Sur les mesures accessoires
Madame, [H], [D], partie succombante, sera tenue aux dépens de l’instance qui comprendront le coût du commandement de payer, de sa notification à la CCAPEX, de l’assignation et de sa notification à la Préfecture. Les actes signifiés à la caution ne seront pas dû par la défenderesse dès lors que la lecture de l’acte de caution permettait de mettre en évidence le mal fondé des demandes à son égard.
Enfin, Madame, [H], [D] sera condamnée à payer à Monsieur, [Y], [V] la somme de 500 euros sur le fondement de l’article 700 du Code de procédure civile.
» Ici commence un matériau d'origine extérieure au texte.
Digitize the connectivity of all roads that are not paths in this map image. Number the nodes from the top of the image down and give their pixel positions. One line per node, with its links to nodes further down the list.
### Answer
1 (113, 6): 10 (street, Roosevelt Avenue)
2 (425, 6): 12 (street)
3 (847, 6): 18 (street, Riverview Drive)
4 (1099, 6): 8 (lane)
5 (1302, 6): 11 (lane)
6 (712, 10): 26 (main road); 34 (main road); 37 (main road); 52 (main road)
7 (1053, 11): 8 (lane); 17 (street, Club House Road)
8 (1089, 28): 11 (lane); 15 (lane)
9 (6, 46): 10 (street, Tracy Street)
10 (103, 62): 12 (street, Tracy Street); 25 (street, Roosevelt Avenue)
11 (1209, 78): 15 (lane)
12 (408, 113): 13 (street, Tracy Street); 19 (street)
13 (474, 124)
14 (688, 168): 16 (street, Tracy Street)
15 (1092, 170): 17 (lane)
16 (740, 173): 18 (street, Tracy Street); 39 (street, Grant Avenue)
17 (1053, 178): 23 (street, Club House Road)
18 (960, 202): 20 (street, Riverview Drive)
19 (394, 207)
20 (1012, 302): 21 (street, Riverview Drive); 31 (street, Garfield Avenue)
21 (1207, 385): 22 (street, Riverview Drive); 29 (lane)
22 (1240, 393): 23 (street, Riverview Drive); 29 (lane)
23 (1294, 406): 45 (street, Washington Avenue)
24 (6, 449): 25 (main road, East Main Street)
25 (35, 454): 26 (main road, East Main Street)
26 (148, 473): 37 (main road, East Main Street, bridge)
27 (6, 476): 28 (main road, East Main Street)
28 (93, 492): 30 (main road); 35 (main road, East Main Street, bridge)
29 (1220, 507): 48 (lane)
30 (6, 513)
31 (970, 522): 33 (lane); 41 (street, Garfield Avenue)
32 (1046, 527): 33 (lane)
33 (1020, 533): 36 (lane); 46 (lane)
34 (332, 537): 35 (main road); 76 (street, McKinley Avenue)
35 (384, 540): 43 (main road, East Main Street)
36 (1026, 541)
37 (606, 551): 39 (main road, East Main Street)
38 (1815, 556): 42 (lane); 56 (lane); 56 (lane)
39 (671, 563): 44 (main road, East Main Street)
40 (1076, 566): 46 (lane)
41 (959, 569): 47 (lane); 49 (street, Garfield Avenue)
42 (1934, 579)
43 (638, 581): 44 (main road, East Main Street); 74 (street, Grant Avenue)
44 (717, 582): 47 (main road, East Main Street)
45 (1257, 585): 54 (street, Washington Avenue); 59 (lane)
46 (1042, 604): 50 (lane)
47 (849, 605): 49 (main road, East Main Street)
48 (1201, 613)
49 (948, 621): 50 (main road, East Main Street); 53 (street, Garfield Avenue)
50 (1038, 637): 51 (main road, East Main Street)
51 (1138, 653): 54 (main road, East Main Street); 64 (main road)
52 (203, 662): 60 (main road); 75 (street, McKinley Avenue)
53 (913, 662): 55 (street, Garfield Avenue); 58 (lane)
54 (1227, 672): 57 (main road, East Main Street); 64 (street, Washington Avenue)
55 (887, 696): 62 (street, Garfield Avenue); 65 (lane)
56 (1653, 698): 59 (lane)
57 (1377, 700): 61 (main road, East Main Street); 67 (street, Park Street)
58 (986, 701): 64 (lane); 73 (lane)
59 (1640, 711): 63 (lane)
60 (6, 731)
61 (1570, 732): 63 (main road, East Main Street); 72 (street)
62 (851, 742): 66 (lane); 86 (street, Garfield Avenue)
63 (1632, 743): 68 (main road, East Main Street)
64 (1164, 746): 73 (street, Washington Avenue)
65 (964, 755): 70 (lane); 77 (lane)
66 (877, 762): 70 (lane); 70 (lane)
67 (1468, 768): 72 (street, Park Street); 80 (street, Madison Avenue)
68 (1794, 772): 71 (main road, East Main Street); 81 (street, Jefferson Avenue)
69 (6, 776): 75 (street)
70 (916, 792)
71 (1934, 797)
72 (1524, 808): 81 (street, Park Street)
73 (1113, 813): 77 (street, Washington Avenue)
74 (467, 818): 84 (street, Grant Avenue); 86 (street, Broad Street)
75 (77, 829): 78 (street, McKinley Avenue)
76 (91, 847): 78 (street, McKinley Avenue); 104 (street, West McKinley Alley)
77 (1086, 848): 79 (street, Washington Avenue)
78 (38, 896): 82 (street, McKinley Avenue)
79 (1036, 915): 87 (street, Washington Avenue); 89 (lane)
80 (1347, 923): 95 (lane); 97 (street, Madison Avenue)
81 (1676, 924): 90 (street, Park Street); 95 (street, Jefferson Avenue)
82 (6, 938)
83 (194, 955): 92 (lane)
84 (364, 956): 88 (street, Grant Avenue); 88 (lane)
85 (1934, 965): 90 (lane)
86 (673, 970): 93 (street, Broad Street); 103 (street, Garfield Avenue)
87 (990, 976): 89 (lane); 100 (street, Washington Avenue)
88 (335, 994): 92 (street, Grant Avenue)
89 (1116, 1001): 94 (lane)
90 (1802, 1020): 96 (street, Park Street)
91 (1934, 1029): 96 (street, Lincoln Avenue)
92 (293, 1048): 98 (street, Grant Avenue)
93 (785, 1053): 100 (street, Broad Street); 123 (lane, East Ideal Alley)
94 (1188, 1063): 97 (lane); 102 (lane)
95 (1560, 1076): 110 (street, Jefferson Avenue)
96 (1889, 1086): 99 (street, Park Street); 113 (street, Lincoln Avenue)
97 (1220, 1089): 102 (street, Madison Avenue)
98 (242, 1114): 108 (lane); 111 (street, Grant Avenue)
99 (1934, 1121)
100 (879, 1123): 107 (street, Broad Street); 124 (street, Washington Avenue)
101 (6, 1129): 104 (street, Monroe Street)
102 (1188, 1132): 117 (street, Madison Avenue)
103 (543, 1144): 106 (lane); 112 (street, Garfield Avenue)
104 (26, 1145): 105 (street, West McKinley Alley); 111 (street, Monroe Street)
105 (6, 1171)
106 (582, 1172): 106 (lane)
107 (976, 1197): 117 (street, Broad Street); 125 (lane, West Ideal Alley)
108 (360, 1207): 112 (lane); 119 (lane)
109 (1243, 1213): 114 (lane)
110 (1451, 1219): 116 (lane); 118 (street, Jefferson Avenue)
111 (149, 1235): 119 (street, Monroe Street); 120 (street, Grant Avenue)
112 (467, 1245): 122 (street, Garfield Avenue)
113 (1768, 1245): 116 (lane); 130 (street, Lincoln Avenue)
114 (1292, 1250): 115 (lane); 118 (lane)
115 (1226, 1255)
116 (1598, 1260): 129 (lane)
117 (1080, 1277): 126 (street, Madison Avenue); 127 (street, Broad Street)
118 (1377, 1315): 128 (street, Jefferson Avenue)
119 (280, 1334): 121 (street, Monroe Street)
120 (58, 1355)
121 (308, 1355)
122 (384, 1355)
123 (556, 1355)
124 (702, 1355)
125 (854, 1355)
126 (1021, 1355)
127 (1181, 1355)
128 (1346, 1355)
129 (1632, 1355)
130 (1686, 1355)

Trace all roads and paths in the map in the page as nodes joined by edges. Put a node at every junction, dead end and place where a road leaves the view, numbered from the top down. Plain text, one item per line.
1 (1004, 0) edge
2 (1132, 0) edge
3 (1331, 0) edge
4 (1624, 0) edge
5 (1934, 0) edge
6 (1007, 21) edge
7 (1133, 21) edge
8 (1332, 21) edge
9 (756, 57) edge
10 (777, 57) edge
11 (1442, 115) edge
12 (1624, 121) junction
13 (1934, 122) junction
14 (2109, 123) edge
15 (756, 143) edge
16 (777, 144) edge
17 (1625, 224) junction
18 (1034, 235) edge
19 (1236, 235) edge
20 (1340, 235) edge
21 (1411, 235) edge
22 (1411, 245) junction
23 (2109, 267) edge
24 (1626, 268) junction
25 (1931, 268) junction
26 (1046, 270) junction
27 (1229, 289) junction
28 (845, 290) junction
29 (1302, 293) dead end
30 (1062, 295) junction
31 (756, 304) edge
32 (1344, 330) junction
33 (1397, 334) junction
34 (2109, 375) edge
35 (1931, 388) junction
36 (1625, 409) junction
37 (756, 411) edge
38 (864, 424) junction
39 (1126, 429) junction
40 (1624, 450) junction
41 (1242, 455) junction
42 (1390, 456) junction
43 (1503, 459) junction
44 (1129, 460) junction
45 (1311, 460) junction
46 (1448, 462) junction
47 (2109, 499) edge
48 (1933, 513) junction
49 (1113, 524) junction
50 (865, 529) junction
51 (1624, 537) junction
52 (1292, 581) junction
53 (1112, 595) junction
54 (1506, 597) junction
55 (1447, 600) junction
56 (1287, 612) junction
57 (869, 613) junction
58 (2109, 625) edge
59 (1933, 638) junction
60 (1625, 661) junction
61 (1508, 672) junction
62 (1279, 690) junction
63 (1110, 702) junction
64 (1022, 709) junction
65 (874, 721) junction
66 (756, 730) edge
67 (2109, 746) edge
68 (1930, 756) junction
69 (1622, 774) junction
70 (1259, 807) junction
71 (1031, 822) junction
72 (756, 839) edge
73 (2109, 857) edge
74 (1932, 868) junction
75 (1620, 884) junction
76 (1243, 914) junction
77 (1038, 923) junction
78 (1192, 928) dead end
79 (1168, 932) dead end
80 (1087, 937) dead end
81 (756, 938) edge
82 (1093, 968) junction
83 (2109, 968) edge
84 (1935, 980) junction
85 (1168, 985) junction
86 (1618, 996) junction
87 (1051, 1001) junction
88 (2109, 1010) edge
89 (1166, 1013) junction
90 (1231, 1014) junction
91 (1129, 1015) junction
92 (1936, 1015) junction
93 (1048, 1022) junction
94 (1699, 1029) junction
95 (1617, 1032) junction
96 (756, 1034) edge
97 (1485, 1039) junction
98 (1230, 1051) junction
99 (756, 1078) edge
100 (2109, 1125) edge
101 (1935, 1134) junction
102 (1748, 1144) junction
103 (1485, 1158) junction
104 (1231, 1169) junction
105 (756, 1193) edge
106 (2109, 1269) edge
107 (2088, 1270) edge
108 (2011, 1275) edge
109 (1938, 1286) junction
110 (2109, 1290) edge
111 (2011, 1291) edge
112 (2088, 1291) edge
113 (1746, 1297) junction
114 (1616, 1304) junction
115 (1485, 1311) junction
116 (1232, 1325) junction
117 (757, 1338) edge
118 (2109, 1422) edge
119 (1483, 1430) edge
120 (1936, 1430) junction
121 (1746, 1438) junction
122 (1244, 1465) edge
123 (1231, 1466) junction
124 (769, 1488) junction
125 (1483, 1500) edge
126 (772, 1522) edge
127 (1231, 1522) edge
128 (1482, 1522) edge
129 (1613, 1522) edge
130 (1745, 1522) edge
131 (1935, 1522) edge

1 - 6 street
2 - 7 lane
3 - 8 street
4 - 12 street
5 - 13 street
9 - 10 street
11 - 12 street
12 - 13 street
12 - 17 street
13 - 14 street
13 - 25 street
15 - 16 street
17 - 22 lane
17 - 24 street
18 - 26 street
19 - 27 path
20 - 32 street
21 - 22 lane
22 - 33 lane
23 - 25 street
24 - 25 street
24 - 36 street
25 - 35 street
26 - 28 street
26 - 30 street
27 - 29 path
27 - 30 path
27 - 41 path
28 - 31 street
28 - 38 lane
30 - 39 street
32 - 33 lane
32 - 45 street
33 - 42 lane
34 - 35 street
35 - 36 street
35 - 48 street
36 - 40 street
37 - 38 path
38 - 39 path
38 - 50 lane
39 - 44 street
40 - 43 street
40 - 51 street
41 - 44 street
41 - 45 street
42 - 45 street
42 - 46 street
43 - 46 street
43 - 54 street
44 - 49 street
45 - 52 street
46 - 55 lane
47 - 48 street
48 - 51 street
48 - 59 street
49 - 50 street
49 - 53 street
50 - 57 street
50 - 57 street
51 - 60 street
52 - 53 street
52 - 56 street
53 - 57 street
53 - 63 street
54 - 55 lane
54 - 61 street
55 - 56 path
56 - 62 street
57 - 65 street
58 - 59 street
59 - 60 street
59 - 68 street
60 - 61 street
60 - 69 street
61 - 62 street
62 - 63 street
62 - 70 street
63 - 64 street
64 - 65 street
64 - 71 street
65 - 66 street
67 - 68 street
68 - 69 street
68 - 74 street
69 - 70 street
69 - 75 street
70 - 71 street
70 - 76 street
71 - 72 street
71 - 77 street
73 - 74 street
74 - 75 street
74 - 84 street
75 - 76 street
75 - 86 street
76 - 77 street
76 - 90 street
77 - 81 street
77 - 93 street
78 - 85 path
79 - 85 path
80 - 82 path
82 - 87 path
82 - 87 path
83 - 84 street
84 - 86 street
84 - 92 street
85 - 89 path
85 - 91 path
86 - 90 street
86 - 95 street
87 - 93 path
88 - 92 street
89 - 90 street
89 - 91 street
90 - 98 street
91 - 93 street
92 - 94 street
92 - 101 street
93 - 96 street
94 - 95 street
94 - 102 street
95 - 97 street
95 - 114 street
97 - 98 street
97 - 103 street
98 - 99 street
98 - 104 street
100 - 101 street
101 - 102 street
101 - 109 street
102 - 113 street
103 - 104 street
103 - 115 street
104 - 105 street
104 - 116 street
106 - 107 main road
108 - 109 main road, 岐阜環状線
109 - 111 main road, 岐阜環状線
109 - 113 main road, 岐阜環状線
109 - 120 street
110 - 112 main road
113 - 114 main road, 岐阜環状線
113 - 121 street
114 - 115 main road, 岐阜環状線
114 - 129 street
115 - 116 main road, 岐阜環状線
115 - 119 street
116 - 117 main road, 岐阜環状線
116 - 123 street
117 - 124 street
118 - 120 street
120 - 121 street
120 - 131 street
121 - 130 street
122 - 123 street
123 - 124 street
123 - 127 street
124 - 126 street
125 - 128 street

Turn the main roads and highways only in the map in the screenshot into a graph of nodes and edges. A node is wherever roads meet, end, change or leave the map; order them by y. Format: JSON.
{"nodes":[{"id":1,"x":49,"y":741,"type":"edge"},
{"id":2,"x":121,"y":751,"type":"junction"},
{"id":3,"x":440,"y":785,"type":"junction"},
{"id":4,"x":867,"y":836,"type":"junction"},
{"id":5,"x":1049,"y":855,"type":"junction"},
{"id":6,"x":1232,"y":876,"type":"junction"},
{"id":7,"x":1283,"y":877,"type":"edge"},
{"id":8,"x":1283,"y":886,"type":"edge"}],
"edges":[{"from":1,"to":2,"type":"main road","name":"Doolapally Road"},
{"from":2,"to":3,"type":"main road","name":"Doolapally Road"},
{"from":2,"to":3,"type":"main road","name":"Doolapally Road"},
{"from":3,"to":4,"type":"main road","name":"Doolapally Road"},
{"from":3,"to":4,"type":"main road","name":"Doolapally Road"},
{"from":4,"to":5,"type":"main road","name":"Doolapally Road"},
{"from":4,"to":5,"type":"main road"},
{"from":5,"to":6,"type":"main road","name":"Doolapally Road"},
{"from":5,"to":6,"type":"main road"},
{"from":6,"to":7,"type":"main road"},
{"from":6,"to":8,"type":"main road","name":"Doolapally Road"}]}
Ce dernier sera condamné à payer à Madame, [E], [S], qui a été contrainte d’assurer la défense de ses intérêts, alors que les éléments en sa possession permettait d’écarter toute légitimité à ses prétentions, la somme de 800 euros sur le fondement de l’article 700 du Code de procédure civile.
PAR CES MOTIFS
Le tribunal judiciaire, statuant par jugement contradictoire, rendu en premier ressort et mis à la disposition des parties au greffe ;
CONSTATE la recevabilité des demandes de Monsieur, [Y], [V] ;
CONSTATE que les conditions d’acquisition de la clause résolutoire figurant au bail conclu le 1er juin 2018 entre Monsieur, [Y], [V] et Madame, [H], [D] concernant la maison à usage d’habitation situé, [Adresse 3] à, [Localité 6] (80) sont réunies à la date du 5 août 2025 pour non-paiement des loyers et charges par application de la clause résolutoire contractuelle ;
DIT N’Y AVOIR LIEU à accorder à Madame, [H], [D] des délais de paiement de nature à suspendre les effets de la clause résolutoire contenue au contrat de bail;
ORDONNE en conséquence à Madame, [H], [D] de libérer les lieux et de restituer les clés dès la signification de la présente décision ;
DIT qu’à défaut pour Madame, [H], [D] d’avoir volontairement libéré les lieux et restitué les clés dans ce délai, Monsieur, [Y], [V] pourra, deux mois après la signification d’un commandement de quitter les lieux, faire procéder à son expulsion ainsi qu’à celle de tous occupants de son chef, y compris le cas échéant avec le concours d’un serrurier et de la force publique, et au transport des meubles laissés dans les lieux, dans tout local qu’il leur plaira aux frais et risques des personnes expulsées ;
CONDAMNE Madame, [H], [D] à verser à Monsieur, [Y], [V] la somme de 5.800,63 euros (loyer de novembre 2025 inclus) avec intérêts au taux légal à compter du 4 juin 2025 sur la somme de 2.440,63 euros, à compter du 17 septembre 2025 sur la somme 4.680,63 euros et à compter de la présente décision pour le surplus ;
CONDAMNE Madame, [H], [D] à payer à Monsieur, [Y], [V] des indemnités mensuelles d’occupation à compter du 1er décembre 2025 et jusqu’à la date de la libération définitive des lieux et la restitution des clés ;
FIXE ces indemnités mensuelles d’occupation au montant des loyer et des charges, calculés tels que si le contrat s’était poursuivi ;
DEBOUTE Monsieur, [Y], [V] de sa demande de condamnation solidaire de Madame, [E], [S] au titre de son engagement de caution;
DEBOUTE Monsieur, [Y], [V] et Madame, [E], [S] de leurs demandes respectives de dommages et intérêts;
CONDAMNE Madame, [H], [D] aux dépens, qui comprendront notamment le coût du commandement de payer et de sa dénonciation à la Commission de Coordination des Actions de Prévention des Expulsions, le coût des assignations et de leur notification à la préfecture mais non les actes signifiés à la caution;
CONDAMNE Madame, [H], [D] à verser à Monsieur, [Y], [V] une somme de 500 euros au titre de l’article 700 du code de procédure civile ;
CONDAMNE Monsieur, [Y], [V] à payer à Madame, [E], [S] la somme de 800 euros sur le fondement de l’article 700 du Code de procédure civile;
REJETTE toute autre demande plus ample ou contraire ;
DIT que la présente décision sera transmise par les soins du greffe au préfet de la Somme.
Ainsi jugé les jour, mois et an susdits.